Exercise objective:
For each record that follows, give it back exactly, with no pictures included.

Entries provided:
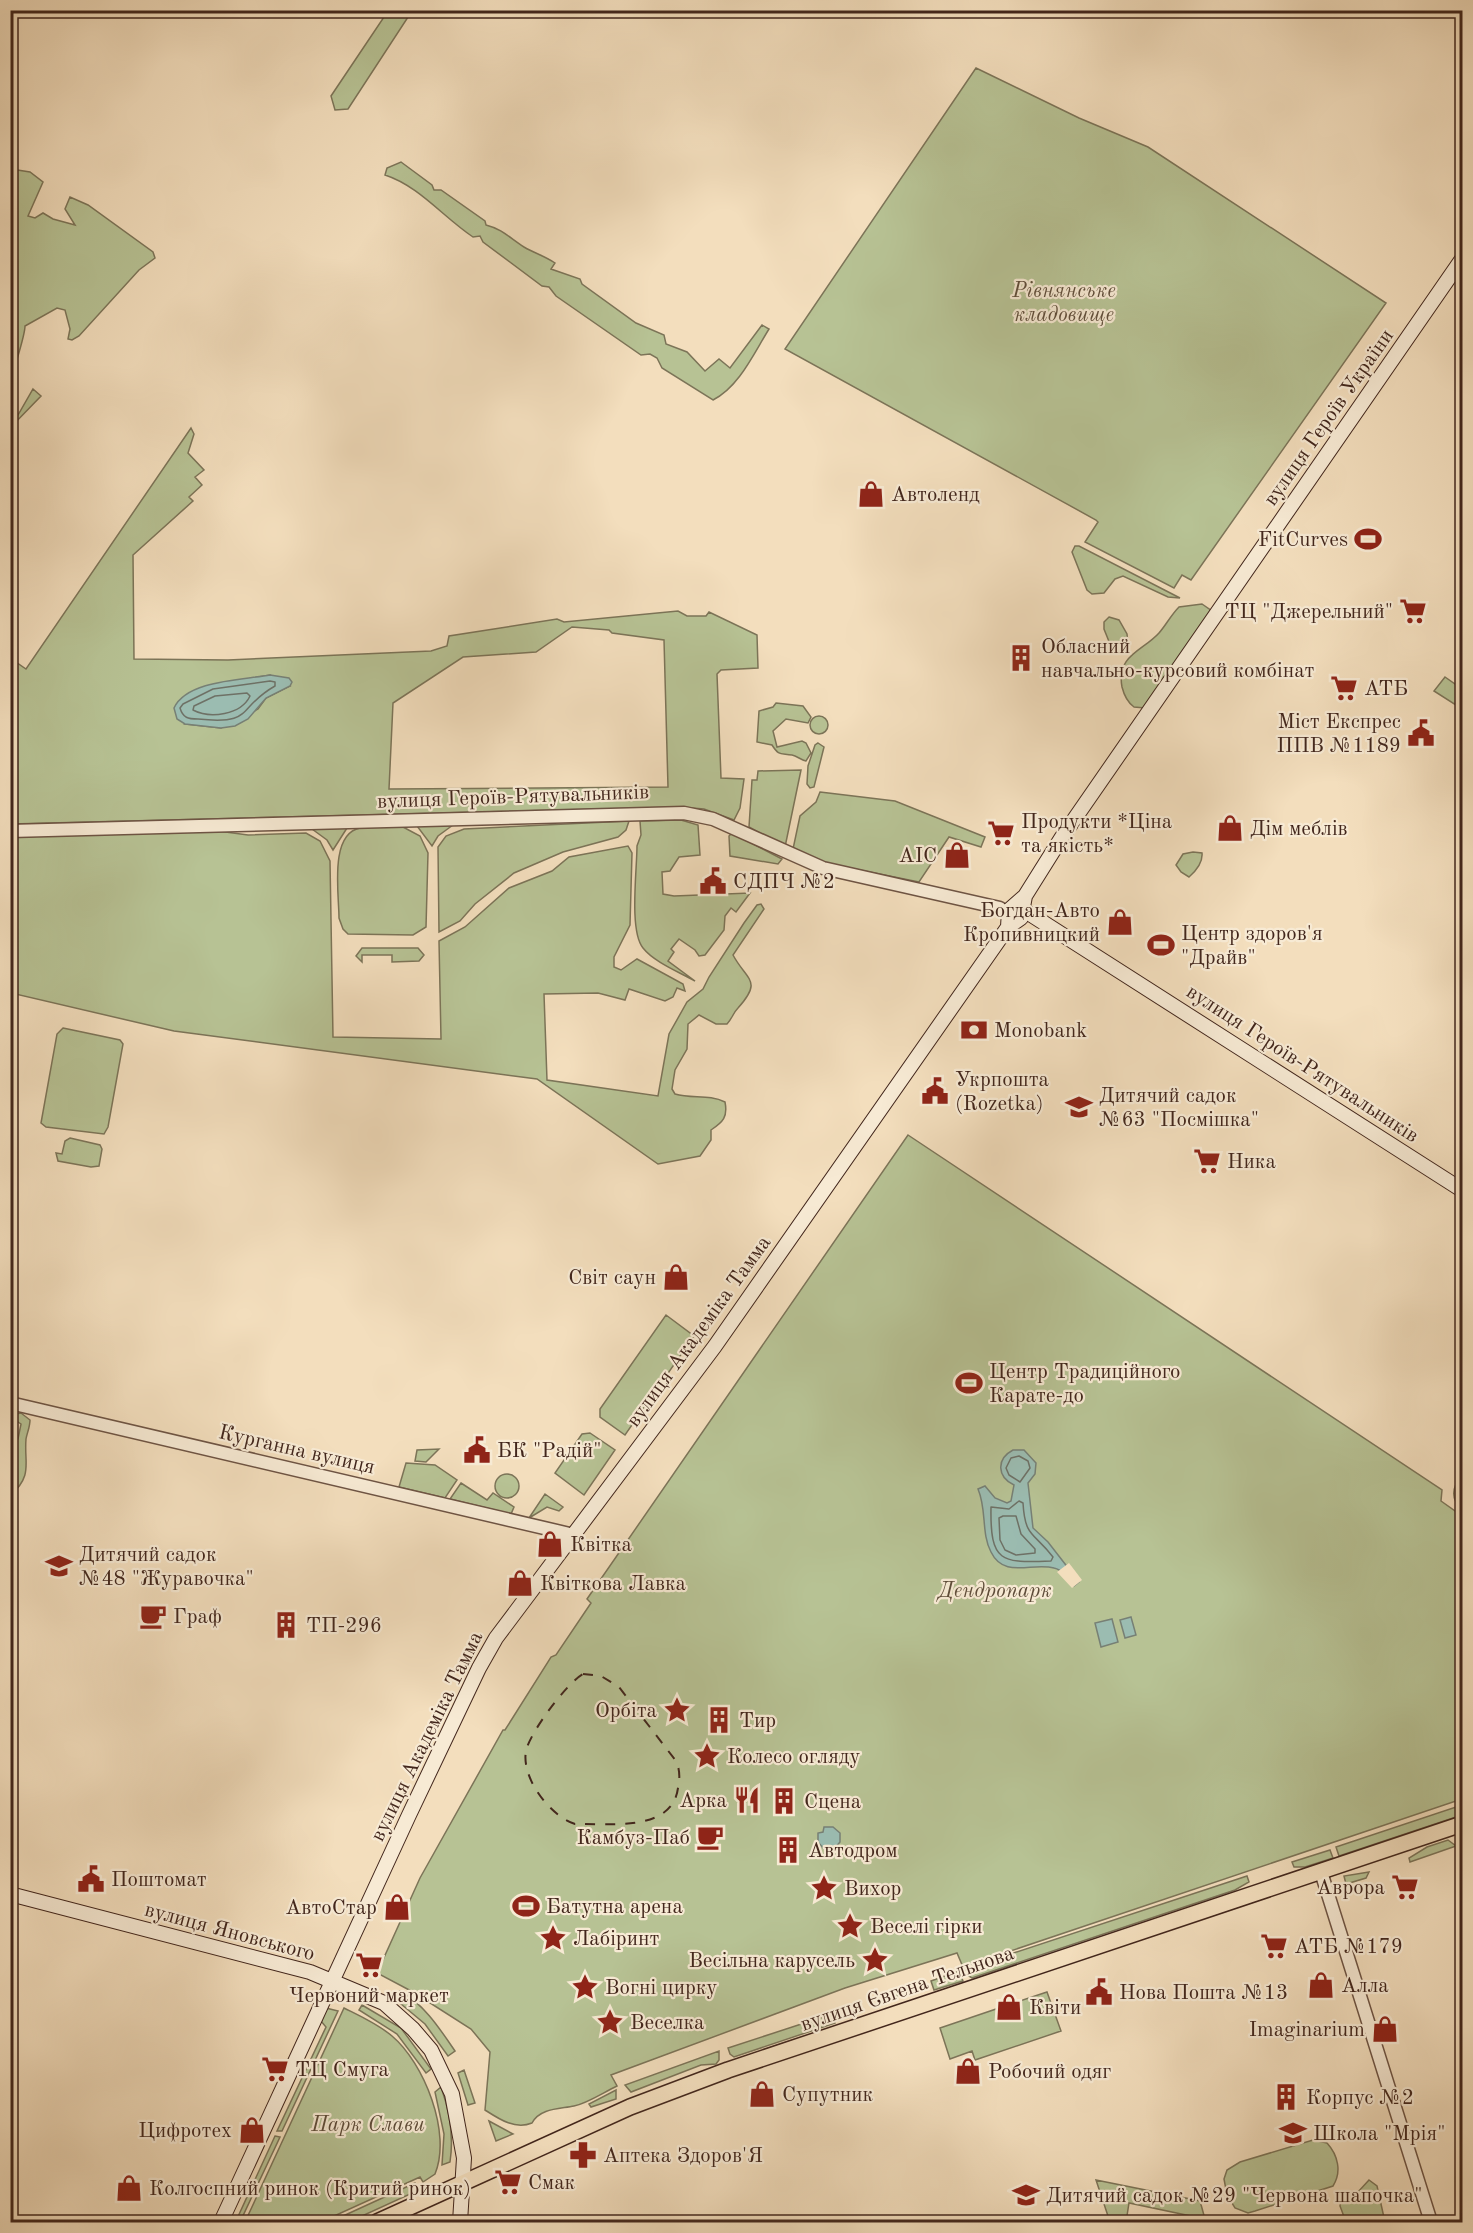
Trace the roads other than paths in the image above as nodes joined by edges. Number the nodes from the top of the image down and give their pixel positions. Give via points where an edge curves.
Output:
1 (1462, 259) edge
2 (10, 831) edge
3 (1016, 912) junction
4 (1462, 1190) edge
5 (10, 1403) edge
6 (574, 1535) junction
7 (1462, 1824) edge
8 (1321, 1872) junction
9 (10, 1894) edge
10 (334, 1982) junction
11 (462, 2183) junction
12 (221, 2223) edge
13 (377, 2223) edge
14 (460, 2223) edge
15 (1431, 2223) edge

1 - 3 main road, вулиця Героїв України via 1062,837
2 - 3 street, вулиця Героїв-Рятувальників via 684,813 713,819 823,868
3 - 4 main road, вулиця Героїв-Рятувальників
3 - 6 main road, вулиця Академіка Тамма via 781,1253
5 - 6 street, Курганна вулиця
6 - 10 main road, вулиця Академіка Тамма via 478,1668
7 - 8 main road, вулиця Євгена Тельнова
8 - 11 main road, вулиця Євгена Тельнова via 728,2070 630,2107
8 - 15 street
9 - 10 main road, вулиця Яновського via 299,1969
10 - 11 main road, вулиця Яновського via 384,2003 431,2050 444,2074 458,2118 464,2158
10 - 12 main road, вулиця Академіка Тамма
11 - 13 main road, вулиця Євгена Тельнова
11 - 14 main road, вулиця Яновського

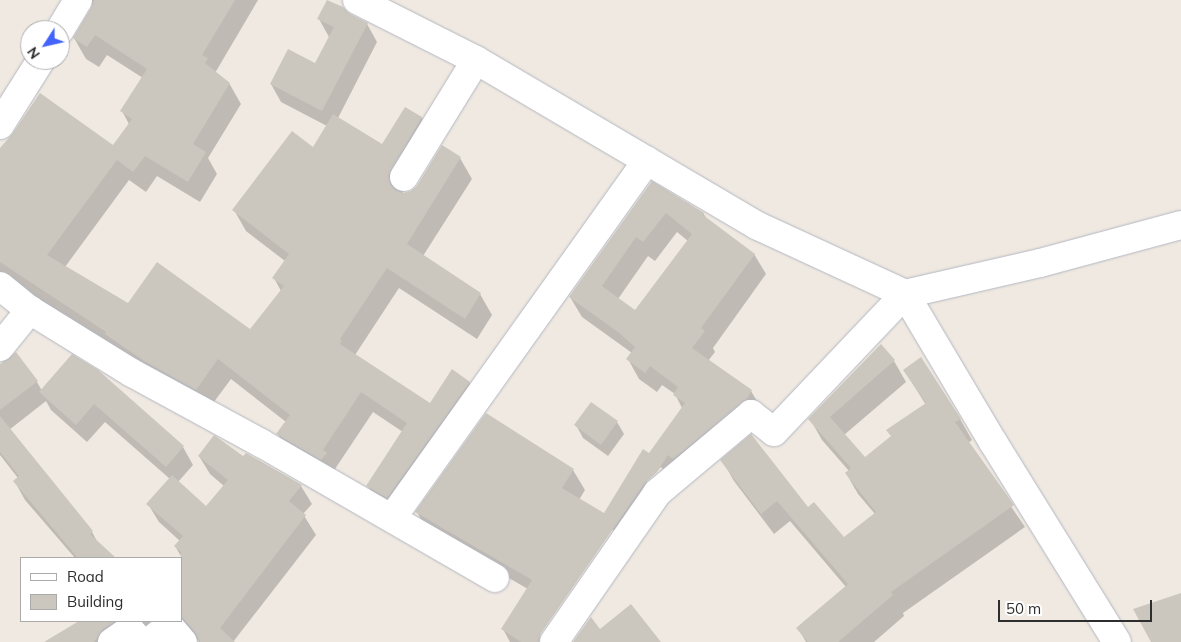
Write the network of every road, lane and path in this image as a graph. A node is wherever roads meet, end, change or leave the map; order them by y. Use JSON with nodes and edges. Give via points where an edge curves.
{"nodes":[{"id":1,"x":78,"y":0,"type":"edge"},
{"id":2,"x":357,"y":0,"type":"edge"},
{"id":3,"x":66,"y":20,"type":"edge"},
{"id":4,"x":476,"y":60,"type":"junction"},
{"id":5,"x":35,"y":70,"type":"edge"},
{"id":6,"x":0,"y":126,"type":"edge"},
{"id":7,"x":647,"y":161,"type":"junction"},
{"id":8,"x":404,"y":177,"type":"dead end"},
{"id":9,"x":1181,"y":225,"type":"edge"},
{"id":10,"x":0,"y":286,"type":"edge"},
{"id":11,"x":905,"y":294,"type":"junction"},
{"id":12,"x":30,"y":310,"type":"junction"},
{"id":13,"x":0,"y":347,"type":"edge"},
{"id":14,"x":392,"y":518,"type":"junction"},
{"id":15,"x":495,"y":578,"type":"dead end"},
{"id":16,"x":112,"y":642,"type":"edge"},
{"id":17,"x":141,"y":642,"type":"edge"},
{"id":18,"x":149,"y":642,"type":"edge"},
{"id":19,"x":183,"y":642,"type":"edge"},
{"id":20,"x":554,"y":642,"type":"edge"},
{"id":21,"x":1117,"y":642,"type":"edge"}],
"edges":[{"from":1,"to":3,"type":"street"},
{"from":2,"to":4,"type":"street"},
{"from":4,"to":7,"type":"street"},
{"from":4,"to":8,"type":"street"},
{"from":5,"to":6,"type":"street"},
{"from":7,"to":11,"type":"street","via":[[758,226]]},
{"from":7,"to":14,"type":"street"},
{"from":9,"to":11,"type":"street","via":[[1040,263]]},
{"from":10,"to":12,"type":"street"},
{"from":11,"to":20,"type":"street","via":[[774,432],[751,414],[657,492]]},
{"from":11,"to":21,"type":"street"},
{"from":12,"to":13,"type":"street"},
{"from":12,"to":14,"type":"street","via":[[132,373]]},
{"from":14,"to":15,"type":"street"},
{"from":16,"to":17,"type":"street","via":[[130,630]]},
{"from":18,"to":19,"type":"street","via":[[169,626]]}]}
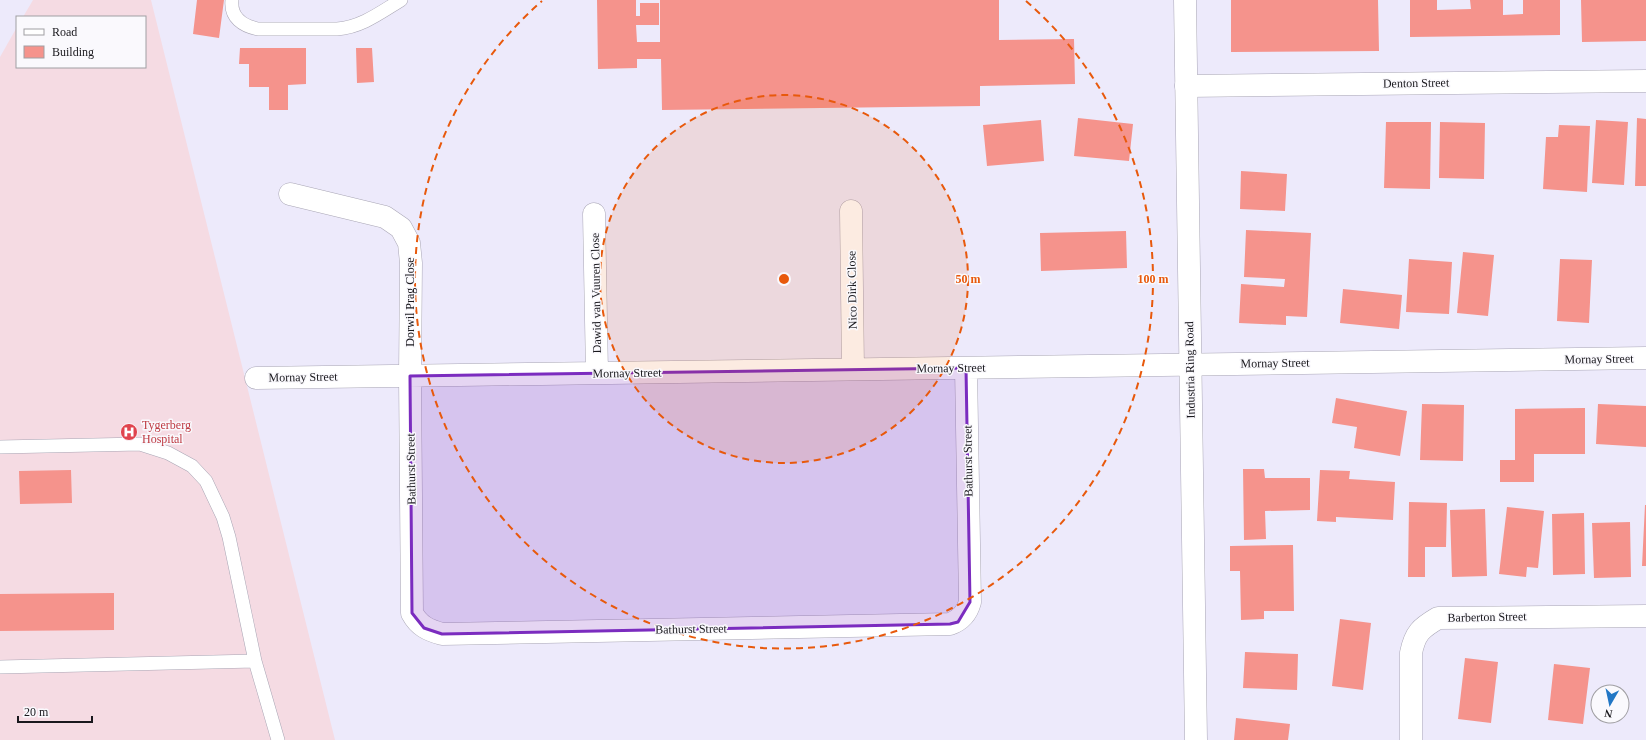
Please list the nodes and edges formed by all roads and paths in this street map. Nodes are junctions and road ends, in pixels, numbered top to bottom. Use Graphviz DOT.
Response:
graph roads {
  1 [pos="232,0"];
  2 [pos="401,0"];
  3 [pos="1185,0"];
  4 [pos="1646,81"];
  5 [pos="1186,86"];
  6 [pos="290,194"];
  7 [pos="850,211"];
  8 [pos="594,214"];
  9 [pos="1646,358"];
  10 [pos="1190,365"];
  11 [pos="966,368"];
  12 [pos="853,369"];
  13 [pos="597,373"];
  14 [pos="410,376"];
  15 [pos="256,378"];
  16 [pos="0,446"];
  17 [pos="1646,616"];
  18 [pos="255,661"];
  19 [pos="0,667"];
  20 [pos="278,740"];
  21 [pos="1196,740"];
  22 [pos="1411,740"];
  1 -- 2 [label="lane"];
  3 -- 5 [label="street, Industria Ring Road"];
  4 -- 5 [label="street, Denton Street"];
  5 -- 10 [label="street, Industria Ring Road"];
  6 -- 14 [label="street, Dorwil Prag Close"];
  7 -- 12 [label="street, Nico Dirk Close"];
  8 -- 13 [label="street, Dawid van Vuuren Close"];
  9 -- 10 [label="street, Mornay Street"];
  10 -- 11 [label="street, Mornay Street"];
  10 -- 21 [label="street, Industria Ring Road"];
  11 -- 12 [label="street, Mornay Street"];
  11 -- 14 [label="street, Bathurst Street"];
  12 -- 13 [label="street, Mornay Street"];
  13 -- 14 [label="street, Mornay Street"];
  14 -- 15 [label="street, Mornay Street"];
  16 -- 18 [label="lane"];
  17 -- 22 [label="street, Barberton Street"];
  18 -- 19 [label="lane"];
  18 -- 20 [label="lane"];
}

Task output:
Trace the roads other than paths in the image above as nodes joined by edges. Number the nodes from the top of the image down and give their pixel positions. Give via points where an edge curves.
Output:
1 (1462, 259) edge
2 (10, 831) edge
3 (1016, 912) junction
4 (1462, 1190) edge
5 (10, 1403) edge
6 (574, 1535) junction
7 (1462, 1824) edge
8 (1321, 1872) junction
9 (10, 1894) edge
10 (334, 1982) junction
11 (462, 2183) junction
12 (221, 2223) edge
13 (377, 2223) edge
14 (460, 2223) edge
15 (1431, 2223) edge

1 - 3 main road, вулиця Героїв України via 1062,837
2 - 3 street, вулиця Героїв-Рятувальників via 684,813 713,819 823,868
3 - 4 main road, вулиця Героїв-Рятувальників
3 - 6 main road, вулиця Академіка Тамма via 781,1253
5 - 6 street, Курганна вулиця
6 - 10 main road, вулиця Академіка Тамма via 478,1668
7 - 8 main road, вулиця Євгена Тельнова
8 - 11 main road, вулиця Євгена Тельнова via 728,2070 630,2107
8 - 15 street
9 - 10 main road, вулиця Яновського via 299,1969
10 - 11 main road, вулиця Яновського via 384,2003 431,2050 444,2074 458,2118 464,2158
10 - 12 main road, вулиця Академіка Тамма
11 - 13 main road, вулиця Євгена Тельнова
11 - 14 main road, вулиця Яновського

Write the network of every road, lane and path in this image as a graph. A node is wherever roads meet, end, change or leave the map; order them by y. Use JSON with nodes and edges. Give via points where an edge curves.
{"nodes":[{"id":1,"x":78,"y":0,"type":"edge"},
{"id":2,"x":357,"y":0,"type":"edge"},
{"id":3,"x":66,"y":20,"type":"edge"},
{"id":4,"x":476,"y":60,"type":"junction"},
{"id":5,"x":35,"y":70,"type":"edge"},
{"id":6,"x":0,"y":126,"type":"edge"},
{"id":7,"x":647,"y":161,"type":"junction"},
{"id":8,"x":404,"y":177,"type":"dead end"},
{"id":9,"x":1181,"y":225,"type":"edge"},
{"id":10,"x":0,"y":286,"type":"edge"},
{"id":11,"x":905,"y":294,"type":"junction"},
{"id":12,"x":30,"y":310,"type":"junction"},
{"id":13,"x":0,"y":347,"type":"edge"},
{"id":14,"x":392,"y":518,"type":"junction"},
{"id":15,"x":495,"y":578,"type":"dead end"},
{"id":16,"x":112,"y":642,"type":"edge"},
{"id":17,"x":141,"y":642,"type":"edge"},
{"id":18,"x":149,"y":642,"type":"edge"},
{"id":19,"x":183,"y":642,"type":"edge"},
{"id":20,"x":554,"y":642,"type":"edge"},
{"id":21,"x":1117,"y":642,"type":"edge"}],
"edges":[{"from":1,"to":3,"type":"street"},
{"from":2,"to":4,"type":"street"},
{"from":4,"to":7,"type":"street"},
{"from":4,"to":8,"type":"street"},
{"from":5,"to":6,"type":"street"},
{"from":7,"to":11,"type":"street","via":[[758,226]]},
{"from":7,"to":14,"type":"street"},
{"from":9,"to":11,"type":"street","via":[[1040,263]]},
{"from":10,"to":12,"type":"street"},
{"from":11,"to":20,"type":"street","via":[[774,432],[751,414],[657,492]]},
{"from":11,"to":21,"type":"street"},
{"from":12,"to":13,"type":"street"},
{"from":12,"to":14,"type":"street","via":[[132,373]]},
{"from":14,"to":15,"type":"street"},
{"from":16,"to":17,"type":"street","via":[[130,630]]},
{"from":18,"to":19,"type":"street","via":[[169,626]]}]}
Please list the nodes and edges formed by all roads and paths in this street map. Nodes are junctions and road ends, in pixels, numbered top to bottom. Use Graphviz DOT.
Response:
graph roads {
  1 [pos="232,0"];
  2 [pos="401,0"];
  3 [pos="1185,0"];
  4 [pos="1646,81"];
  5 [pos="1186,86"];
  6 [pos="290,194"];
  7 [pos="850,211"];
  8 [pos="594,214"];
  9 [pos="1646,358"];
  10 [pos="1190,365"];
  11 [pos="966,368"];
  12 [pos="853,369"];
  13 [pos="597,373"];
  14 [pos="410,376"];
  15 [pos="256,378"];
  16 [pos="0,446"];
  17 [pos="1646,616"];
  18 [pos="255,661"];
  19 [pos="0,667"];
  20 [pos="278,740"];
  21 [pos="1196,740"];
  22 [pos="1411,740"];
  1 -- 2 [label="lane"];
  3 -- 5 [label="street, Industria Ring Road"];
  4 -- 5 [label="street, Denton Street"];
  5 -- 10 [label="street, Industria Ring Road"];
  6 -- 14 [label="street, Dorwil Prag Close"];
  7 -- 12 [label="street, Nico Dirk Close"];
  8 -- 13 [label="street, Dawid van Vuuren Close"];
  9 -- 10 [label="street, Mornay Street"];
  10 -- 11 [label="street, Mornay Street"];
  10 -- 21 [label="street, Industria Ring Road"];
  11 -- 12 [label="street, Mornay Street"];
  11 -- 14 [label="street, Bathurst Street"];
  12 -- 13 [label="street, Mornay Street"];
  13 -- 14 [label="street, Mornay Street"];
  14 -- 15 [label="street, Mornay Street"];
  16 -- 18 [label="lane"];
  17 -- 22 [label="street, Barberton Street"];
  18 -- 19 [label="lane"];
  18 -- 20 [label="lane"];
}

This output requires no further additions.